Definition 3.10. By using the same input as above for operators of R-order we can also define operators for p-order given as ${CMPFWA}_{P} (ψ_{1}, ψ_{2}, . . ., ψ_{N}) =$ $ζ_{1} ψ_{1} \oplus_{P} ζ_{2} ψ_{2} \oplus_{P} . . . \oplus_{P} ζ_{N} ψ_{N} =$ $(〈 [1 - \prod_{℘ = 1}^{N} (1 -^{℘} A_{1}^{-})^{ζ_{℘}}, 1 - \prod_{℘ = 1}^{N} (1 -^{℘} A_{1}^{+})^{ζ_{℘}}],$ $[1 - \prod_{℘ = 1}^{N} (1 -^{℘} A_{2}^{-})^{ζ_{℘}}, 1 - \prod_{℘ = 1}^{N} (1 -^{℘} A_{2}^{+})^{ζ_{℘}}], . . .,$ $[1 - \prod_{℘ = 1}^{N} (1 -^{℘} A_{M}^{-})^{ζ_{℘}}, 1 - \prod_{℘ = 1}^{N} (1 -^{℘} A_{M}^{+})^{ζ_{℘}}] 〉,$ $〈 1 - \prod_{℘ = 1}^{N} (1 -^{℘} A_{1})^{ζ_{℘}}, 1 - \prod_{℘ = 1}^{N} (1 -^{℘} A_{2})^{ζ_{℘}},$ $. . ., 1 - \prod_{℘ = 1}^{N} (1 -^{℘} A_{M})^{ζ_{℘}} 〉)$ (D) ${CMPFOWA}_{P} (ψ_{1}, ψ_{2}, . . ., ψ_{N}) =$ $ζ_{1} ψ_{≀ (1)} \oplus_{P} ζ_{2} ψ_{≀ (2)} \oplus_{P} . . . \oplus_{P} ζ_{N} ψ_{≀ (N)} =$ $(〈 [1 - \prod_{℘ = 1}^{N} (1 -^{℘} A_{≀ (1)}^{-})^{ζ_{℘}}, 1 - \prod_{℘ = 1}^{N} (1 -^{℘} A_{≀ (1)}^{+})^{ζ_{℘}}],$ $[1 - \prod_{℘ = 1}^{N} (1 -^{℘} A_{≀ (2)}^{-})^{ζ_{℘}}, 1 - \prod_{℘ = 1}^{N} (1 -^{℘} A_{≀ (2)}^{+})^{ζ_{℘}}], . . .,$ $[1 - \prod_{℘ = 1}^{N} (1 -^{℘} A_{≀ (M)}^{-})^{ζ_{℘}}, 1 - \prod_{℘ = 1}^{N} (1 -^{℘} A_{≀ (M)}^{+})^{ζ_{℘}}] 〉,$ $〈 1 - \prod_{℘ = 1}^{N} (1 -^{℘} A_{≀ (1)})^{ζ_{℘}}, 1 - \prod_{℘ = 1}^{N} (1 -^{℘} A_{≀ (2)})^{ζ_{℘}}, . . .,$ $1 - \prod_{℘ = 1}^{N} (1 -^{℘} A_{≀ (M)})^{ζ_{℘}} 〉)$ (E) ${CMPFHA}_{P} (ψ_{1}, ψ_{2}, . . ., ψ_{N}) =$ $θ_{1} {\dot{ψ}}_{≀ (1)} \oplus_{P} θ_{2} {\dot{ψ}}_{≀ (2)} \oplus_{P} . . . \oplus_{P} θ_{N} {\dot{ψ}}_{≀ (N)} =$ $(〈 [1 - \prod_{℘ = 1}^{N} (1 -^{℘} {\dot{A}}_{≀ (1)}^{-})^{ζ_{℘}}, 1 - \prod_{℘ = 1}^{N} (1 -^{℘} {\dot{A}}_{≀ (1)}^{+})^{ζ_{℘}}],$ $[1 - \prod_{℘ = 1}^{N} (1 -^{℘} {\dot{A}}_{≀ (2)}^{-})^{ζ_{℘}}, 1 - \prod_{℘ = 1}^{N} (1 -^{℘} {\dot{A}}_{≀ (2)}^{+})^{ζ_{℘}}], . . .,$ $[1 - \prod_{℘ = 1}^{N} (1 -^{℘} {\dot{A}}_{≀ (M)}^{-})^{ζ_{℘}}, 1 - \prod_{℘ = 1}^{N} (1 -^{℘} {\dot{A}}_{≀ (M)}^{+})^{ζ_{℘}}] 〉,$ $〈 1 - \prod_{℘ = 1}^{N} (1 -^{℘} {\dot{A}}_{≀ (1)})^{ζ_{℘}}, 1 - \prod_{℘ = 1}^{N} (1 -^{℘} {\dot{A}}_{≀ (2)})^{ζ_{℘}}, . . .,$ $1 - \prod_{℘ = 1}^{N} (1 -^{℘} {\dot{A}}_{≀ (M)})^{ζ_{℘}} 〉)$ (F) are the CMPFWA, CMPFOWA and CMPFHA operators for p-order respectively.
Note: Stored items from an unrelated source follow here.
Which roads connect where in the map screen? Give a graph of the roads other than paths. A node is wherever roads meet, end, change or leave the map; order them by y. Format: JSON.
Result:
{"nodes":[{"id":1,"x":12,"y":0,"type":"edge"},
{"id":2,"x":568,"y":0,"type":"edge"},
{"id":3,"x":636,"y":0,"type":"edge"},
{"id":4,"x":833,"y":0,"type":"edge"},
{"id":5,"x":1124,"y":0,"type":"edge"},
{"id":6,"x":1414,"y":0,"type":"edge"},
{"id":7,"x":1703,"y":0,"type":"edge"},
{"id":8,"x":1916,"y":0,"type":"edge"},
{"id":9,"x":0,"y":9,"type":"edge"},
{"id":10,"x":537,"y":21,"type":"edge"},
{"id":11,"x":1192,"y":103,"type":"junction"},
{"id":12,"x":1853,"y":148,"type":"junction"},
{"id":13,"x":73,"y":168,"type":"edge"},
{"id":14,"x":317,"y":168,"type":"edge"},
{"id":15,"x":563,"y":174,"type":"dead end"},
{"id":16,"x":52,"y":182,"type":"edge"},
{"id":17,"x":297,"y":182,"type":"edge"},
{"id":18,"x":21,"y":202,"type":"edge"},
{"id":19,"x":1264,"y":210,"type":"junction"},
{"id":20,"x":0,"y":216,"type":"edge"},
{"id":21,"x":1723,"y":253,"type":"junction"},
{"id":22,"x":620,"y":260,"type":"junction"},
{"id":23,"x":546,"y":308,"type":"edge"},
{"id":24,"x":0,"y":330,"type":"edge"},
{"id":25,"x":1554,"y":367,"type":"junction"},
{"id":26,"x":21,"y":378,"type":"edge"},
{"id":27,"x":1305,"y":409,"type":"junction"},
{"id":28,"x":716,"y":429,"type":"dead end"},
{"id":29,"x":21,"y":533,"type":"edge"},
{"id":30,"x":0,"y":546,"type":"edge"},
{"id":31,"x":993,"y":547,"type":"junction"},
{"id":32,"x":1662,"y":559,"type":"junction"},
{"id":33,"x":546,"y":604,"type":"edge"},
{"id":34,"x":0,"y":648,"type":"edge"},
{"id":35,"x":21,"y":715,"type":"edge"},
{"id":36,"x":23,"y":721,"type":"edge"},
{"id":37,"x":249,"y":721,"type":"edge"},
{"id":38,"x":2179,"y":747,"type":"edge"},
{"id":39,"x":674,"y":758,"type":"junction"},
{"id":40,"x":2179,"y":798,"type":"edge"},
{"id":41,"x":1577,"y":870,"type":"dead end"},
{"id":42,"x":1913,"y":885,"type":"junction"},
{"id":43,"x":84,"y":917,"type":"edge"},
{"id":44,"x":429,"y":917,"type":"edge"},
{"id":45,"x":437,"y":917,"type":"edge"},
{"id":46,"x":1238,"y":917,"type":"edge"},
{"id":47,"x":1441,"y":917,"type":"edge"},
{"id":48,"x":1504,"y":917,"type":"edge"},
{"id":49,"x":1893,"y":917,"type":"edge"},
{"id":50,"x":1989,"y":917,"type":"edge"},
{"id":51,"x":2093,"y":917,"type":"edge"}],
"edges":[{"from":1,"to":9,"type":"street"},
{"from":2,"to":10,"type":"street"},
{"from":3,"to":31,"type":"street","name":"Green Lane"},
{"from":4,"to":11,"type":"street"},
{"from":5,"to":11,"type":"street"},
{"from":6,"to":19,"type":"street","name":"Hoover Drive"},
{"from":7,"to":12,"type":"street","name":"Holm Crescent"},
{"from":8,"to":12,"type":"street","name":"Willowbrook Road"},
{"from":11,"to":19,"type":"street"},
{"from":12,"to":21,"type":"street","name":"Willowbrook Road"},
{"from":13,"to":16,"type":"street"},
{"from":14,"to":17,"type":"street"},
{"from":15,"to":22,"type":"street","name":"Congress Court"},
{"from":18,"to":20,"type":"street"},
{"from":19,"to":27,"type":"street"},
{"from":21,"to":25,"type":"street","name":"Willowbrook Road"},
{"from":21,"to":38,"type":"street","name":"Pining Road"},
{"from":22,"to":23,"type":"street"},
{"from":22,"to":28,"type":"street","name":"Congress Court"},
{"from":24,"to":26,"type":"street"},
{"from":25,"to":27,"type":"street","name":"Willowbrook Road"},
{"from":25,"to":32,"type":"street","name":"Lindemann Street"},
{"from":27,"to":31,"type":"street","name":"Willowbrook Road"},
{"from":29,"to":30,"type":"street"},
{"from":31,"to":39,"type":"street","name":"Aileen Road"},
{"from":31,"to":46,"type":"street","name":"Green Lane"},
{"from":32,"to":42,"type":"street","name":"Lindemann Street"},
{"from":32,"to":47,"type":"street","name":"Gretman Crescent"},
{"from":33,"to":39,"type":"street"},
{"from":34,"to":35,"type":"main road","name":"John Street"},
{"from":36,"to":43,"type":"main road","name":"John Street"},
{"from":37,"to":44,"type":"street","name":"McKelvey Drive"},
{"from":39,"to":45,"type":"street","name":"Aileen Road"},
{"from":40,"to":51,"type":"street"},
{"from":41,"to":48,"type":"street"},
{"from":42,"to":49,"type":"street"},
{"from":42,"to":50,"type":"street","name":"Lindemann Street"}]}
4 MAGDM using proposed operators

The occupation of farming output is called agribusiness. Goldberg and Davis brought out this term in 1957. It contains agrichemicals, breeding, crop production (agricultural and agreement farming), supply, farm technology, processing, and seed supply, as well as advertising and marketing sales. In that respect there are different elements that affect crop yield. There are two types of these components:

(i): Internal factors,

(ii): External factors. We will see the categorization of these factors through the following flow chart diagram given in Fig. 4.

Fig. 4

Factors affecting crop production.

The multi-attribute group decision-making is a process in which a committee cooperatively take a decision from an assembling of different attributes of the reference set. The decision obtained by the panel is strong and authentic as compared to the decision of a single person. The MAGDM is useful and strong when the problems involve uncertainties and ambiguities. In short it has great importance in real life decision-making problems. From the presented algorithm and authorization of ranking credibility, we can conclude that the proposed approach exploits the hesitations that arise in the multi-attribute group decision-making process. This study helps an international firm for the selection of a land and suggest the following benefits: The first benefit of this research is developing the case study for MAGDM problem and the selection of suitable criteria based on a comprehensive literature review. The second benefit is not only in selecting the best attribute, but also analysis of algorithm based on proposed operators that give ranking results and helpful in diverse fields of life.

Algorithm: Input:

Step 1: Input CMPF-data for suitable number of alternatives ψ_℘′ ; (℘ ′ = 1, 2, 3, . . . , m) under the effect of different criteria $Y_{℘}; (℘ = 1, 2, 3, . . ., n)$ . This input table represents verbally stated information into mathematical language in the form of CMPFNs. We discuss the behavior of each alternative under every individual criteria by using CMPF linguistic variables.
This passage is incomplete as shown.